■ **Work to complete**:
Copy the listing exactly, leaving out every picture.

■ **Data extract**:
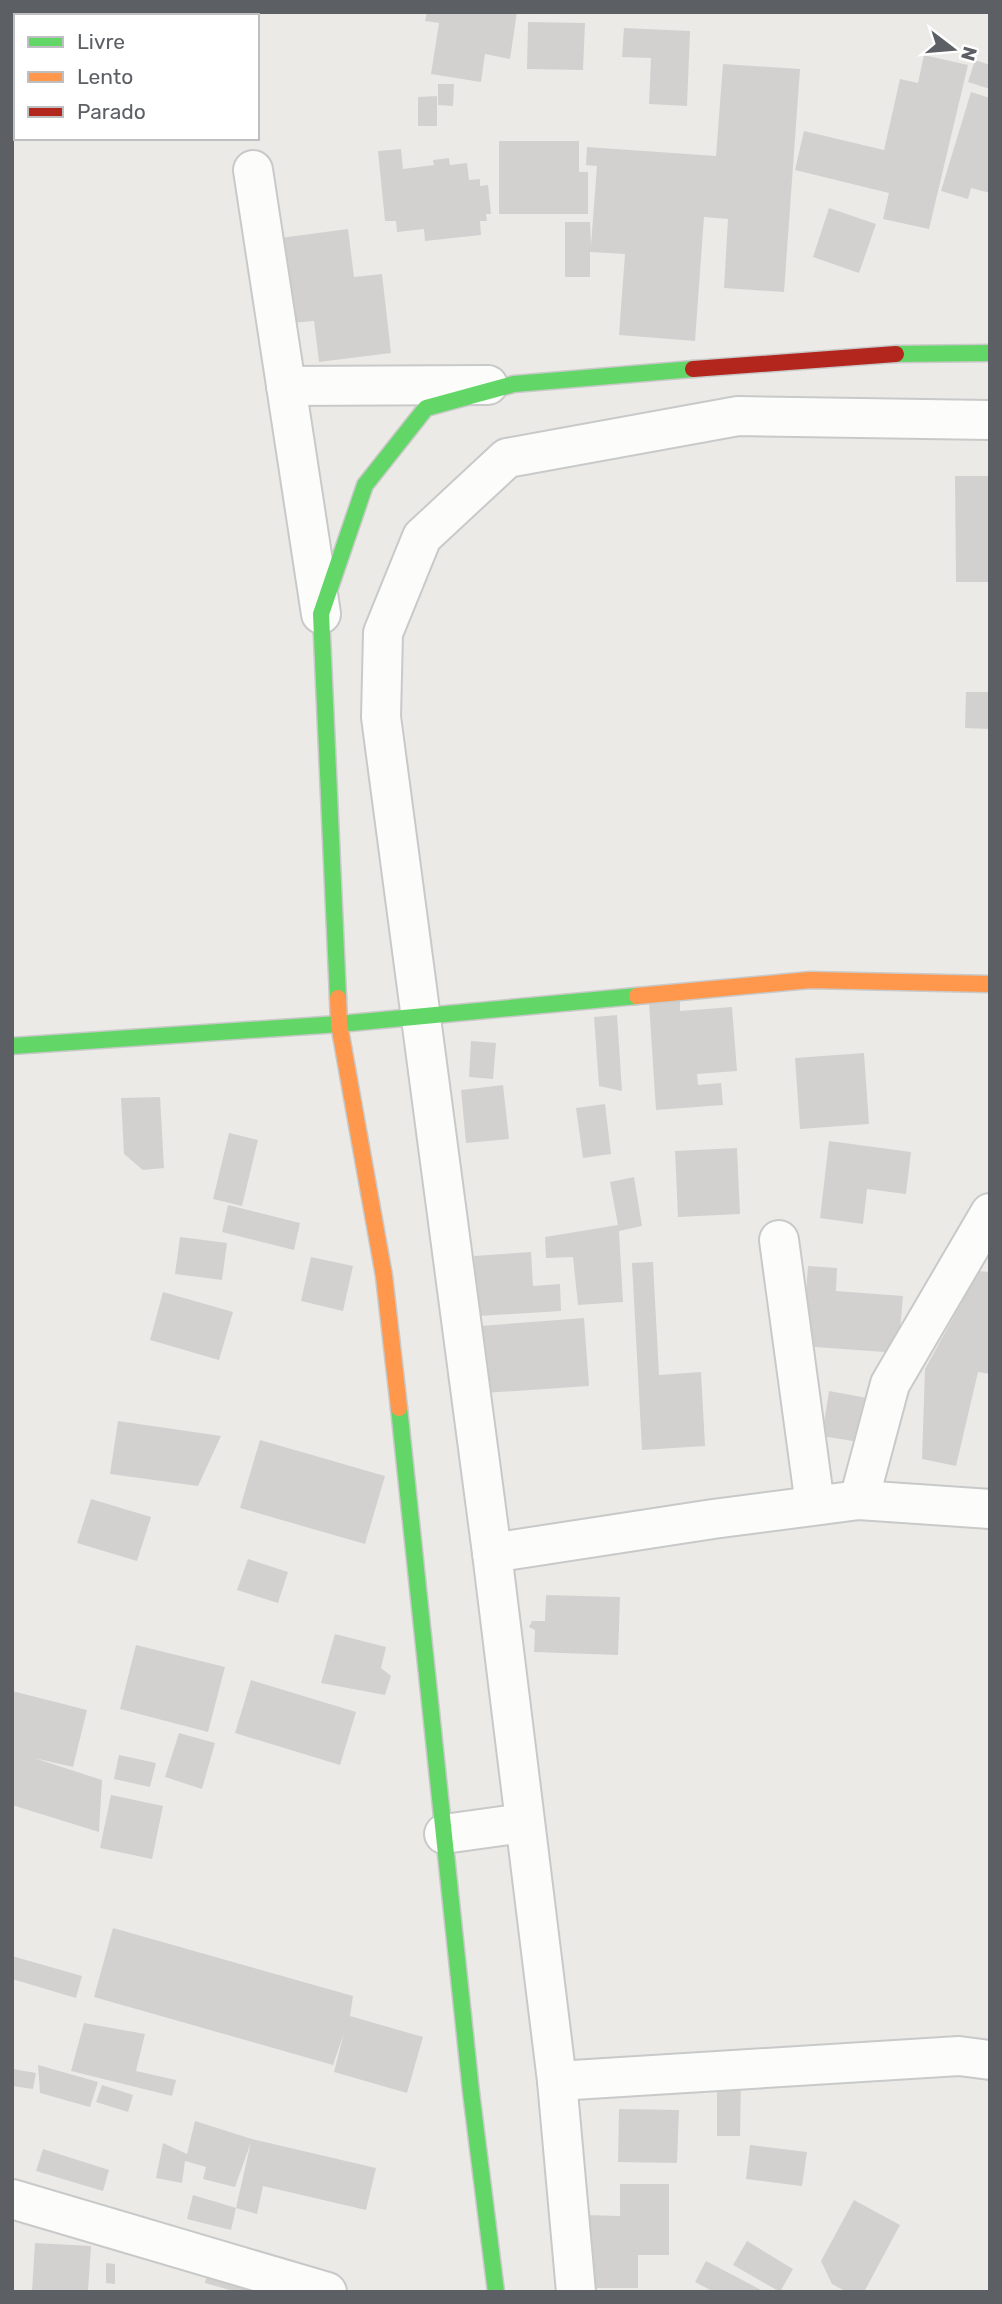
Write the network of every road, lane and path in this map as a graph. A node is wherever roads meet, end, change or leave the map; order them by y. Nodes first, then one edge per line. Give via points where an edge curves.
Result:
1 (253, 170) dead end
2 (990, 353) edge
3 (735, 365) junction
4 (514, 384) junction
5 (286, 386) junction
6 (738, 416) junction
7 (990, 420) edge
8 (321, 614) junction
9 (990, 984) edge
10 (419, 1018) junction
11 (339, 1024) junction
12 (12, 1046) edge
13 (990, 1213) edge
14 (779, 1240) dead end
15 (859, 1500) junction
16 (815, 1505) junction
17 (990, 1510) edge
18 (492, 1553) junction
19 (524, 1823) junction
20 (444, 1834) junction
21 (990, 2060) edge
22 (557, 2081) junction
23 (12, 2199) edge
24 (327, 2292) edge
25 (496, 2292) edge
26 (576, 2292) edge

1 - 5 street
2 - 3 street via 876,354
3 - 4 street
3 - 6 street
4 - 5 street
4 - 8 street via 426,408 365,485
5 - 8 street
6 - 7 street
6 - 10 street via 507,458 422,537 383,634 381,717
8 - 11 street
9 - 10 street via 810,980
10 - 11 street
10 - 18 street
11 - 12 street
11 - 20 street via 384,1276
13 - 15 street via 890,1384
14 - 16 street
15 - 16 street
15 - 17 street
16 - 18 street
18 - 19 street
19 - 20 street
19 - 22 street
20 - 25 street
21 - 22 street via 959,2056
22 - 26 street
23 - 24 street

■ **Task output**:
Write the network of every road, lane and path in this map as a graph. A node is wherever roads meet, end, change or leave the map; order them by y. Nodes first, then one edge per line. Give via points where an edge curves.
Result:
1 (253, 170) dead end
2 (990, 353) edge
3 (735, 365) junction
4 (514, 384) junction
5 (286, 386) junction
6 (738, 416) junction
7 (990, 420) edge
8 (321, 614) junction
9 (990, 984) edge
10 (419, 1018) junction
11 (339, 1024) junction
12 (12, 1046) edge
13 (990, 1213) edge
14 (779, 1240) dead end
15 (859, 1500) junction
16 (815, 1505) junction
17 (990, 1510) edge
18 (492, 1553) junction
19 (524, 1823) junction
20 (444, 1834) junction
21 (990, 2060) edge
22 (557, 2081) junction
23 (12, 2199) edge
24 (327, 2292) edge
25 (496, 2292) edge
26 (576, 2292) edge

1 - 5 street
2 - 3 street via 876,354
3 - 4 street
3 - 6 street
4 - 5 street
4 - 8 street via 426,408 365,485
5 - 8 street
6 - 7 street
6 - 10 street via 507,458 422,537 383,634 381,717
8 - 11 street
9 - 10 street via 810,980
10 - 11 street
10 - 18 street
11 - 12 street
11 - 20 street via 384,1276
13 - 15 street via 890,1384
14 - 16 street
15 - 16 street
15 - 17 street
16 - 18 street
18 - 19 street
19 - 20 street
19 - 22 street
20 - 25 street
21 - 22 street via 959,2056
22 - 26 street
23 - 24 street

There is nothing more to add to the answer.